I could see myself being happy living in both apartments but the first one cost $200,000 more.

My dad asked me: 'If you can live with a smaller loan, why not?' At the time, I thought he was just being irritatingly conservative, but I took his advice nonetheless. I was glad for it months later when the interest rates on my home loan started to rise with the economic boom.

Finally, the third piece of advice: Location, location, location.
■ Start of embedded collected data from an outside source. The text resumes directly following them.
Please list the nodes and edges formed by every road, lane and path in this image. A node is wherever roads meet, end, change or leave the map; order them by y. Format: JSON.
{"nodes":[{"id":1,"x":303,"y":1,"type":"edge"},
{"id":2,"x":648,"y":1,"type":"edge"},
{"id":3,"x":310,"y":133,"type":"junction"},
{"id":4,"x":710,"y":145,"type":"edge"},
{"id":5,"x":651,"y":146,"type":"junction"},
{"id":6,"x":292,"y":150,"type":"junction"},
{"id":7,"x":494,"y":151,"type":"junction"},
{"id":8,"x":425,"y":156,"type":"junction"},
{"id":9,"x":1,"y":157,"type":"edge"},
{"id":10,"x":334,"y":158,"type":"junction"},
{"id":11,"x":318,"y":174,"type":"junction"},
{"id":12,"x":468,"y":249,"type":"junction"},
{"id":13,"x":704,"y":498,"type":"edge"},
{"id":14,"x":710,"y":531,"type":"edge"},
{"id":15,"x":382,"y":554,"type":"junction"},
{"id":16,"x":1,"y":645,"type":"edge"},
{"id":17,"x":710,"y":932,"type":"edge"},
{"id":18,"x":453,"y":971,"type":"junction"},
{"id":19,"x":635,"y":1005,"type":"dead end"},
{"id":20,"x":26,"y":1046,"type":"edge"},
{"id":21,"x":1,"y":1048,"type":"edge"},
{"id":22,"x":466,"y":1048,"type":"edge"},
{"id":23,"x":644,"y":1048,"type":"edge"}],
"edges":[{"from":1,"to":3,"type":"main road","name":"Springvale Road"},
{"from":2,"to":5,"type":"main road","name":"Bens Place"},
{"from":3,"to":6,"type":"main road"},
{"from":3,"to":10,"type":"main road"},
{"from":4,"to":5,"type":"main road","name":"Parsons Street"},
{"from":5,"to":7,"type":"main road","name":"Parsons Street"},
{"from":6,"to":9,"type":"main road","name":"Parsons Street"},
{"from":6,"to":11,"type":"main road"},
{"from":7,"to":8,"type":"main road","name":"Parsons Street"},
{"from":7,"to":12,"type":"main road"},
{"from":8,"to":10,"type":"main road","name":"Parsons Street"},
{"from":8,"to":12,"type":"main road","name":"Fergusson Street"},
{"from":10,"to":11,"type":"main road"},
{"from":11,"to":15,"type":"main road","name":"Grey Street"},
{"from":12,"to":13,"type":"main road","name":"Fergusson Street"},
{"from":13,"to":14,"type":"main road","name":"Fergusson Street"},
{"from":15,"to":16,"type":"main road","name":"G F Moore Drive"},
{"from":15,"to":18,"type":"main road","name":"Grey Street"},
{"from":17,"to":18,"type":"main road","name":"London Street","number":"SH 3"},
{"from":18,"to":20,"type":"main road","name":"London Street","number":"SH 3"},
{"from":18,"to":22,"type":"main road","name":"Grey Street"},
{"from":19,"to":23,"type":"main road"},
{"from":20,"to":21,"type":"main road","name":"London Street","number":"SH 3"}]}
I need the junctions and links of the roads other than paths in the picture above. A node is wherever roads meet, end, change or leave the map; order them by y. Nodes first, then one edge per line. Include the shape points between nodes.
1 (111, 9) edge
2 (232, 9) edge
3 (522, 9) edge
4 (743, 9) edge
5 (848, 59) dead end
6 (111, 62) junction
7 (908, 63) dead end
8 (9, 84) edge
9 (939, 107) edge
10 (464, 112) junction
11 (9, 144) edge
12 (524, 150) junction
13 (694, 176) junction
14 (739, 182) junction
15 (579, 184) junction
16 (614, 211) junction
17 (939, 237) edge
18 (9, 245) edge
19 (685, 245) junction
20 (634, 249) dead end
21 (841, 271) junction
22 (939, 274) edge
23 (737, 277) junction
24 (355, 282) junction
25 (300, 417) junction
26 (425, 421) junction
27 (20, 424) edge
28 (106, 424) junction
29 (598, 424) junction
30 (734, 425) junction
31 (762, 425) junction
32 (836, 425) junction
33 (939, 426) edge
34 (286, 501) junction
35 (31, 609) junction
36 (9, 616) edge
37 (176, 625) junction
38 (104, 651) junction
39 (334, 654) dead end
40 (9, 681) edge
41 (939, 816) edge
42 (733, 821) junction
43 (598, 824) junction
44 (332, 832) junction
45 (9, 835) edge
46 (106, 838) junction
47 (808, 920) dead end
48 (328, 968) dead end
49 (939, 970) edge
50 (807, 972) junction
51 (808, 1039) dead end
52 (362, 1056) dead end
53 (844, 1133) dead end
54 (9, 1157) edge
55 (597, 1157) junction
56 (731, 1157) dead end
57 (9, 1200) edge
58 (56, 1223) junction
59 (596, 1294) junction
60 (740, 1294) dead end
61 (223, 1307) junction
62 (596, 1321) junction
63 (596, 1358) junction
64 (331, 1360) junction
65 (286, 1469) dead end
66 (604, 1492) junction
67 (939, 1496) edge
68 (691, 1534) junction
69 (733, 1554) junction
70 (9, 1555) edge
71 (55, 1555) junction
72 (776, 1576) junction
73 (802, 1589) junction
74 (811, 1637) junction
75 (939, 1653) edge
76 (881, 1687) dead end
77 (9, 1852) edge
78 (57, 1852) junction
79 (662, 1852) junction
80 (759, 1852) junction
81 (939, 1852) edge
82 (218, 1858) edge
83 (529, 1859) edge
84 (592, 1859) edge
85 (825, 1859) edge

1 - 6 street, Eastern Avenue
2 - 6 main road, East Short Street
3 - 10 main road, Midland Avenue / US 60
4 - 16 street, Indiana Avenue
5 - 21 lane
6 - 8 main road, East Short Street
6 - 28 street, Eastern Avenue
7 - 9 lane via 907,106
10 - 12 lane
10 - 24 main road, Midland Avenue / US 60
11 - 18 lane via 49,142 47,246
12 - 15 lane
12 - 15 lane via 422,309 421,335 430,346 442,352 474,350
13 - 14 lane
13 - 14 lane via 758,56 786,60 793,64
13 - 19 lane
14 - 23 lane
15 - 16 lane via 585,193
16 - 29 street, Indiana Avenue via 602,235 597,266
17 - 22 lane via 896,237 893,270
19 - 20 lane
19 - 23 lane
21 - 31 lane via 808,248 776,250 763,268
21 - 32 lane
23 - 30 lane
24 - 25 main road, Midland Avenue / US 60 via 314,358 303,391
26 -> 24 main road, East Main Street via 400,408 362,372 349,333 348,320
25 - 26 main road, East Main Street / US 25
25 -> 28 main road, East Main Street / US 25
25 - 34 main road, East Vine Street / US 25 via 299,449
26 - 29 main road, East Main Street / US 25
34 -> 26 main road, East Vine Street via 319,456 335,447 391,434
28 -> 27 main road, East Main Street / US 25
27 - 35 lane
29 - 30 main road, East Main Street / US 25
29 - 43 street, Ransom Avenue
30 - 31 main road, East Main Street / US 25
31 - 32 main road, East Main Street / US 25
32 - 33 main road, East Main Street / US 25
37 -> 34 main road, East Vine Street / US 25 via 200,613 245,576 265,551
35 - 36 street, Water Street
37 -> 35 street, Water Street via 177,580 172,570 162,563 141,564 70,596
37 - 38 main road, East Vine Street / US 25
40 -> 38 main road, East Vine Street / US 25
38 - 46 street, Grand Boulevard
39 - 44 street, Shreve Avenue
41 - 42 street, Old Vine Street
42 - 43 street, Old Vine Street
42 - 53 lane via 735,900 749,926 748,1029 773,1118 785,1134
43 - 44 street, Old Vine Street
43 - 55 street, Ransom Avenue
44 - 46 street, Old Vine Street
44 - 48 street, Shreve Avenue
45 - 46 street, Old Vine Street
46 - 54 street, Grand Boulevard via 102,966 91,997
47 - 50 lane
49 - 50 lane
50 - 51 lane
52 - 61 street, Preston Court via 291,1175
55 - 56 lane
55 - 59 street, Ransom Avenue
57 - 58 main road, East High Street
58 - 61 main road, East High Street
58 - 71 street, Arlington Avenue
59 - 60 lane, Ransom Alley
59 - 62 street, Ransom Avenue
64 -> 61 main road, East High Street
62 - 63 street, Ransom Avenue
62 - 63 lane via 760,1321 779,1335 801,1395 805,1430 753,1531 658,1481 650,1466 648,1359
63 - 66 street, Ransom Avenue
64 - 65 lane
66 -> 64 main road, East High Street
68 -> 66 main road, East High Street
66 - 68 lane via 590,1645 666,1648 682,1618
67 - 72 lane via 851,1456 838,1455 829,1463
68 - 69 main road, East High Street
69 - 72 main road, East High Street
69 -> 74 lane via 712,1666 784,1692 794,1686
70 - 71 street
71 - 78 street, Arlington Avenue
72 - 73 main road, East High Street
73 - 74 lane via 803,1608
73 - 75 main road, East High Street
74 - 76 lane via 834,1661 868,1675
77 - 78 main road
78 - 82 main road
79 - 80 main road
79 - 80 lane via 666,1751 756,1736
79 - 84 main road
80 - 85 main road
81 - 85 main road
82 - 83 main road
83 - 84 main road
First-time buyers are very unlikely to live in a flat they have bought for the rest of their lives, so the ability to resell it is key.

Many older-generation Singaporeans will tell you that if you can see HDB public housing flats from the window of a condo unit, don't touch it with a 10ft pole because other buyers won't either.

I wouldn't agree with that sort of thinking any more, but what I do take away from that is the principle that plenty of other people must also see value in the house you are buying.

My own view is that homes that are within walking distance of an MRT station will remain the most saleable for the future.

With the expansion of Singapore's rail network, particularly within the city and other office hubs islandwide, more and more executives - local or foreign - will be able to take the train to work.

Of course, one must keep an eye on overall travel times, such as distance from the city centre and whether there is a need to change lines.

But in general, as long as the train arrives at one's doorstep, does it really matter if the flat is located in the heartland amid other HDB flats?

So there, you have my recommendation for first-time buyers: flats under $1,000 psf, located next to an MRT station and costing significantly under $1 million.

Do they exist? You bet they do. Happy hunting!

Selling point
First-time buyers are very unlikely to live in a flat they have bought for the rest of their lives, so the ability to resell it is key.